------ Data to process ------

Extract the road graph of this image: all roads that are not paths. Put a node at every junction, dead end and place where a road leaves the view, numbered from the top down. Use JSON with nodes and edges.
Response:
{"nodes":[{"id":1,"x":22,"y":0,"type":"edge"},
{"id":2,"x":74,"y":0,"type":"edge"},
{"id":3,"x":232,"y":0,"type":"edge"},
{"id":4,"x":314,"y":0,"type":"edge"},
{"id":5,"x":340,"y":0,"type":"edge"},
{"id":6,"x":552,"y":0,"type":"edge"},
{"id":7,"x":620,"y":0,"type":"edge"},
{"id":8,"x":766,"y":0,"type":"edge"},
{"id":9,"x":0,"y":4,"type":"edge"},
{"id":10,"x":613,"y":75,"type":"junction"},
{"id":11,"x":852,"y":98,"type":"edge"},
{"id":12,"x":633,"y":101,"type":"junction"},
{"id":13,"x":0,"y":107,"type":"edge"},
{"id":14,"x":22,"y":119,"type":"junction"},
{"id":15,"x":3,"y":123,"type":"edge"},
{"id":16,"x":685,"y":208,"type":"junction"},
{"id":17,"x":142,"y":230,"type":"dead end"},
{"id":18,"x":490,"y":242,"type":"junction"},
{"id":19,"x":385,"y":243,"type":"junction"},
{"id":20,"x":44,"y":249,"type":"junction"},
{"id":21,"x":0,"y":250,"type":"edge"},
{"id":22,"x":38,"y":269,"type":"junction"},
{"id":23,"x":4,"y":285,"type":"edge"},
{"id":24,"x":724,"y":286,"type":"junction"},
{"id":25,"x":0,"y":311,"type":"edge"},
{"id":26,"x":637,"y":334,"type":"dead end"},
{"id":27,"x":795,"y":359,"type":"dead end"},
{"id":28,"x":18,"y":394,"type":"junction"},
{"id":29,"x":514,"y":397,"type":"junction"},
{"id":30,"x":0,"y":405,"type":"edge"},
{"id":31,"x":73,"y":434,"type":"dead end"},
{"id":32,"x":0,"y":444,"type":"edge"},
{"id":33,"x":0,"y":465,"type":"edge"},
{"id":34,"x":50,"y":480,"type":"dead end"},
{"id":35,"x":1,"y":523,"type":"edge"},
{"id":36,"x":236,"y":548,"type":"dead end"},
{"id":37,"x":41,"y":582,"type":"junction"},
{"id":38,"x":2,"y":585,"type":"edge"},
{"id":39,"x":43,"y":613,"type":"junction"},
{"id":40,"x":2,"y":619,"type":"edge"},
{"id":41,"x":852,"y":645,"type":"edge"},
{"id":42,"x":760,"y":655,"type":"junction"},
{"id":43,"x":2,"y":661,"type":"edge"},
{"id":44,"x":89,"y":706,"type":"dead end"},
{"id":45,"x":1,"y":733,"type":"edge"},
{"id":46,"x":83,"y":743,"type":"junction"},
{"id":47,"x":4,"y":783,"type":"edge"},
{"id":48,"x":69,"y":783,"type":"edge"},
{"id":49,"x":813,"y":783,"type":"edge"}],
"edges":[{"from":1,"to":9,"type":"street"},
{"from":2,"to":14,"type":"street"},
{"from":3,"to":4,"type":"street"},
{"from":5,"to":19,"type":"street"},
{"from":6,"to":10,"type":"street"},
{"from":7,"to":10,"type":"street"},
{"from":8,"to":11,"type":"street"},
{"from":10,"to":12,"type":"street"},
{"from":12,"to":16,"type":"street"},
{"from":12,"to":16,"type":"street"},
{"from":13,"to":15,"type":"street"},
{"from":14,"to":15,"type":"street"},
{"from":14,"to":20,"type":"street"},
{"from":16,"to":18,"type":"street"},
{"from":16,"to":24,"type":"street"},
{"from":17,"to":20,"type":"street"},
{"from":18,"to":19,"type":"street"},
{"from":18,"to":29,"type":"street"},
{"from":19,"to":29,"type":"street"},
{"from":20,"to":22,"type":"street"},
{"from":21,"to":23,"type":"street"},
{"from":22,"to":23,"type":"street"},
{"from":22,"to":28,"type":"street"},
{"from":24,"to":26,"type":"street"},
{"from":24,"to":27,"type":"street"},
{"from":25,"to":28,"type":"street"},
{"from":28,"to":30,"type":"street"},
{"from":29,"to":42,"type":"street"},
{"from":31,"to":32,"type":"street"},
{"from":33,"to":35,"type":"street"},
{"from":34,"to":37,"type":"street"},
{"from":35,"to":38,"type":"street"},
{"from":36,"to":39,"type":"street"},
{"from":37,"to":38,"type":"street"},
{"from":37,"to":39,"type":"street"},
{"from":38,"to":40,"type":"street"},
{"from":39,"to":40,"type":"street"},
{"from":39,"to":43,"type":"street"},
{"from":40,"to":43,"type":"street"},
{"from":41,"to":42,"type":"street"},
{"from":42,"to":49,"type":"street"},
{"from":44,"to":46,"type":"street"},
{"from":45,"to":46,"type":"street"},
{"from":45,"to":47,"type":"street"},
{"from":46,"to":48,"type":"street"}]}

------

Aim of the exercise -
Output each line of the entries exactly, so that nothing is lost.

Written solution -
Extract the road graph of this image: all roads that are not paths. Put a node at every junction, dead end and place where a road leaves the view, numbered from the top down. Use JSON with nodes and edges.
Response:
{"nodes":[{"id":1,"x":22,"y":0,"type":"edge"},
{"id":2,"x":74,"y":0,"type":"edge"},
{"id":3,"x":232,"y":0,"type":"edge"},
{"id":4,"x":314,"y":0,"type":"edge"},
{"id":5,"x":340,"y":0,"type":"edge"},
{"id":6,"x":552,"y":0,"type":"edge"},
{"id":7,"x":620,"y":0,"type":"edge"},
{"id":8,"x":766,"y":0,"type":"edge"},
{"id":9,"x":0,"y":4,"type":"edge"},
{"id":10,"x":613,"y":75,"type":"junction"},
{"id":11,"x":852,"y":98,"type":"edge"},
{"id":12,"x":633,"y":101,"type":"junction"},
{"id":13,"x":0,"y":107,"type":"edge"},
{"id":14,"x":22,"y":119,"type":"junction"},
{"id":15,"x":3,"y":123,"type":"edge"},
{"id":16,"x":685,"y":208,"type":"junction"},
{"id":17,"x":142,"y":230,"type":"dead end"},
{"id":18,"x":490,"y":242,"type":"junction"},
{"id":19,"x":385,"y":243,"type":"junction"},
{"id":20,"x":44,"y":249,"type":"junction"},
{"id":21,"x":0,"y":250,"type":"edge"},
{"id":22,"x":38,"y":269,"type":"junction"},
{"id":23,"x":4,"y":285,"type":"edge"},
{"id":24,"x":724,"y":286,"type":"junction"},
{"id":25,"x":0,"y":311,"type":"edge"},
{"id":26,"x":637,"y":334,"type":"dead end"},
{"id":27,"x":795,"y":359,"type":"dead end"},
{"id":28,"x":18,"y":394,"type":"junction"},
{"id":29,"x":514,"y":397,"type":"junction"},
{"id":30,"x":0,"y":405,"type":"edge"},
{"id":31,"x":73,"y":434,"type":"dead end"},
{"id":32,"x":0,"y":444,"type":"edge"},
{"id":33,"x":0,"y":465,"type":"edge"},
{"id":34,"x":50,"y":480,"type":"dead end"},
{"id":35,"x":1,"y":523,"type":"edge"},
{"id":36,"x":236,"y":548,"type":"dead end"},
{"id":37,"x":41,"y":582,"type":"junction"},
{"id":38,"x":2,"y":585,"type":"edge"},
{"id":39,"x":43,"y":613,"type":"junction"},
{"id":40,"x":2,"y":619,"type":"edge"},
{"id":41,"x":852,"y":645,"type":"edge"},
{"id":42,"x":760,"y":655,"type":"junction"},
{"id":43,"x":2,"y":661,"type":"edge"},
{"id":44,"x":89,"y":706,"type":"dead end"},
{"id":45,"x":1,"y":733,"type":"edge"},
{"id":46,"x":83,"y":743,"type":"junction"},
{"id":47,"x":4,"y":783,"type":"edge"},
{"id":48,"x":69,"y":783,"type":"edge"},
{"id":49,"x":813,"y":783,"type":"edge"}],
"edges":[{"from":1,"to":9,"type":"street"},
{"from":2,"to":14,"type":"street"},
{"from":3,"to":4,"type":"street"},
{"from":5,"to":19,"type":"street"},
{"from":6,"to":10,"type":"street"},
{"from":7,"to":10,"type":"street"},
{"from":8,"to":11,"type":"street"},
{"from":10,"to":12,"type":"street"},
{"from":12,"to":16,"type":"street"},
{"from":12,"to":16,"type":"street"},
{"from":13,"to":15,"type":"street"},
{"from":14,"to":15,"type":"street"},
{"from":14,"to":20,"type":"street"},
{"from":16,"to":18,"type":"street"},
{"from":16,"to":24,"type":"street"},
{"from":17,"to":20,"type":"street"},
{"from":18,"to":19,"type":"street"},
{"from":18,"to":29,"type":"street"},
{"from":19,"to":29,"type":"street"},
{"from":20,"to":22,"type":"street"},
{"from":21,"to":23,"type":"street"},
{"from":22,"to":23,"type":"street"},
{"from":22,"to":28,"type":"street"},
{"from":24,"to":26,"type":"street"},
{"from":24,"to":27,"type":"street"},
{"from":25,"to":28,"type":"street"},
{"from":28,"to":30,"type":"street"},
{"from":29,"to":42,"type":"street"},
{"from":31,"to":32,"type":"street"},
{"from":33,"to":35,"type":"street"},
{"from":34,"to":37,"type":"street"},
{"from":35,"to":38,"type":"street"},
{"from":36,"to":39,"type":"street"},
{"from":37,"to":38,"type":"street"},
{"from":37,"to":39,"type":"street"},
{"from":38,"to":40,"type":"street"},
{"from":39,"to":40,"type":"street"},
{"from":39,"to":43,"type":"street"},
{"from":40,"to":43,"type":"street"},
{"from":41,"to":42,"type":"street"},
{"from":42,"to":49,"type":"street"},
{"from":44,"to":46,"type":"street"},
{"from":45,"to":46,"type":"street"},
{"from":45,"to":47,"type":"street"},
{"from":46,"to":48,"type":"street"}]}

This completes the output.